That “Thing” You’ve Been Keeping Your Keys in is Priceless

by Dr. Rutherford Benson III Certified Appraiser for Antiques Roadshow as told to Joel Decker

image_previewWell, here I am again in “beautiful” Phoenix, Arizona waiting on the parade of the clueless and obese as they traipse their “treasures” in, of which 99% will be worth zero dollars yet cost me minutes of my life. I sit here waiting to see the delusional hillbillies as they bring forth a red wagon full of their grandfather’s collection of decade old whiskey bottles, numerous VHS copies of Top Gun and “Big Johnson” t-shirts. How clever.

“You’re the world’s foremost authority on antique bowls. You’ve devoted your life to it. Why not see if you can get on Antiques Roadshow?” said Genevieve, my now ex-wife. I only retain my position with the Antiques Roadshow to pay alimony to the woman who got me into this seventh circle of hell that is my existence. A vicious and unforgiving circle of destiny that has become my routine. My kingdom for a 16th century black powder musket with a reachable trigger while the barrel is in my mouth! Tis all for naught. I tried trading for such a weapon but no one is willing to trade an heirloom of such value for a “kingdom” which consists of a studio apartment in Richmond, a 20 year old Hyundai, and a $14.00 an hour job on Antiques Roadshow. Life is a cruel mistress.
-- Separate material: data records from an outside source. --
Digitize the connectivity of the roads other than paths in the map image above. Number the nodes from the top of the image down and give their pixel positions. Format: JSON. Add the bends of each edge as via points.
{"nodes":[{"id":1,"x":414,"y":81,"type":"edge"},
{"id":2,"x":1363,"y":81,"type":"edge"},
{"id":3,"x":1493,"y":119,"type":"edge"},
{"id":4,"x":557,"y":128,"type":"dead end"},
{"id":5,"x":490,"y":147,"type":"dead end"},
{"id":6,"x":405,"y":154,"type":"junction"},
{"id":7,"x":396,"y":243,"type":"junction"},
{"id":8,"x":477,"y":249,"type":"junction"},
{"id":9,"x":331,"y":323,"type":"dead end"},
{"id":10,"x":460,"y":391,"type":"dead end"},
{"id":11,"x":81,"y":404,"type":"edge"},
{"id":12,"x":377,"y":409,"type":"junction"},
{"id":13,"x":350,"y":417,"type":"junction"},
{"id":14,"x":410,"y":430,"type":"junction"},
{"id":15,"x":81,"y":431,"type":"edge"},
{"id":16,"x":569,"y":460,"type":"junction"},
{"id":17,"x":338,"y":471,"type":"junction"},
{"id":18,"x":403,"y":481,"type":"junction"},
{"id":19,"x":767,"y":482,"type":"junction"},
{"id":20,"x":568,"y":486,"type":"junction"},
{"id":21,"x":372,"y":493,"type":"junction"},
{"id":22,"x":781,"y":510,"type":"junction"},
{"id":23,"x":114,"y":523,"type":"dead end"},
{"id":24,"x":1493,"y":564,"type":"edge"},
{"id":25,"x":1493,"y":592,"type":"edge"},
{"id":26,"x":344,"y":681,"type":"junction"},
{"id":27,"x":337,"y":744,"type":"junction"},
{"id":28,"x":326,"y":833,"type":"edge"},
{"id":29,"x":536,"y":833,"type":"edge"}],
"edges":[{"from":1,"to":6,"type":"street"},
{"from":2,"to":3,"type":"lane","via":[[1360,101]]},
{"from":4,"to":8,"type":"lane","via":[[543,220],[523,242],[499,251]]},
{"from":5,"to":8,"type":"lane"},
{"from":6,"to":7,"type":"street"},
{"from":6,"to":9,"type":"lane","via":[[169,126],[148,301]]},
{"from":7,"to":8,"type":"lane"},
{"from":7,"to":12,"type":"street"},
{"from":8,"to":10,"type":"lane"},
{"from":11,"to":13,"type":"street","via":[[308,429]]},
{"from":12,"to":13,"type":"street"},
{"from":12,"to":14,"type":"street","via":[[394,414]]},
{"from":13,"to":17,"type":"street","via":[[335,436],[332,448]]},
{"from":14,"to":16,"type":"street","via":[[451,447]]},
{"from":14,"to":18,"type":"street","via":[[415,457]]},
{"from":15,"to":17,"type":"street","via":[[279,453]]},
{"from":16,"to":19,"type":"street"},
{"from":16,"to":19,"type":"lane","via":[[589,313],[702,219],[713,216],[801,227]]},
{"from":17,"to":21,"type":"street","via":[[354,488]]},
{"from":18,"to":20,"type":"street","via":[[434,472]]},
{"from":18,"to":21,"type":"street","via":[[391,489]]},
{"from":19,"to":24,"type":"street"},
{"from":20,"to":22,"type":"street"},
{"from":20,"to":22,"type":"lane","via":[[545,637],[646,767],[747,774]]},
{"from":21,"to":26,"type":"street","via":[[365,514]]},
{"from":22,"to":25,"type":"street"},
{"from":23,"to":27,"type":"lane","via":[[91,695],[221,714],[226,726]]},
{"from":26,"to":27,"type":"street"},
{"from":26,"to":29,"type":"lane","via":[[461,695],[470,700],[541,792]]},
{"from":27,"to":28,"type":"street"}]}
Every now and again a stirrup pant wearing behemoth will waddle forth adorned in the latest sassy Tweety Bird tank top, stretched to the seams testing the workmanship of the seven year old Chinese factory worker who fashioned said garment, bearing a treasure unworthy of most, yet history has determined, through cruel fate, it end up in her sausage fingered and cheese dust covered fritter mitts. “Ah keep mah keys in it.” You simple beast. In your paws you hold a 15th century Ming Dynasty bowl worth many millions of dollars. “Ah keep mah keys in it.” Yes. I heard you. “I used to eat queso from it during mah NASCAR parties.” Yes, but it is of great historical significance and belongs in a museum. “But…what’ll I put mah keys and queso in?”  For numerous exchanges of this variety, I am oft tempted to withhold information regarding an item’s value knowing full well the person who has the property will merely find someone to purchase said item and take whatever price offered and spend it on items unworthy of most humans. And yes, a lifetime supply of Pizza Flavor Blast Pringles are not fit for humans.
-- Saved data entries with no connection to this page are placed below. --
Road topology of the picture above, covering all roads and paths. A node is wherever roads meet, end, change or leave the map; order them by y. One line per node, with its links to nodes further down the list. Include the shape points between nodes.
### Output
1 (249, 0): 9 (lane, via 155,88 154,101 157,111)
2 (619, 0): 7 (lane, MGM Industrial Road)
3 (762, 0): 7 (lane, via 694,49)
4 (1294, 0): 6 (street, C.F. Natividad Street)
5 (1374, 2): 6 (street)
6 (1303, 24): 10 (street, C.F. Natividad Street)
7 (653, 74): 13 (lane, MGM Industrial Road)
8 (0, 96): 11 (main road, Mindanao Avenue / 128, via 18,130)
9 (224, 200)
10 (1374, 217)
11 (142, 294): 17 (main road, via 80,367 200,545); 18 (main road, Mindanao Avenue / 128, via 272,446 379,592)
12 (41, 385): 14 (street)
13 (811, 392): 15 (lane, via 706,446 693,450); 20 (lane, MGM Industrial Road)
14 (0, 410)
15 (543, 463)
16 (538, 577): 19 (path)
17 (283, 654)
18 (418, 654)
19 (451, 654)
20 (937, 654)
Seems the American dream is to discover something you’ve taken for granted may be worth enough money to improve your situation. However, most will take their gains and instead of improving their situation will simply make themselves more comfortable with their situation. This is seen when new money allows purchasing of a vibrating chair large enough to house a Guatemalan family or a miniature refrigerator to be placed near the large chair so it’s owner can guzzle their vile ale or keep yesterday’s McNuggets at the ready for the time they choose to exert their doughy appendages for nothing more than to shove genetically altered chicken parts down their esophagus.

Perhaps if people valued the memory of the loved one they received the item from more than it’s monetary value. Perhaps consider keeping whatever the object is in your family and passing it on to generations of your offspring you will never meet. Monetary value of a thing doesn’t always equate true meaning.

Who am I kidding? Go sell your shit, tubs.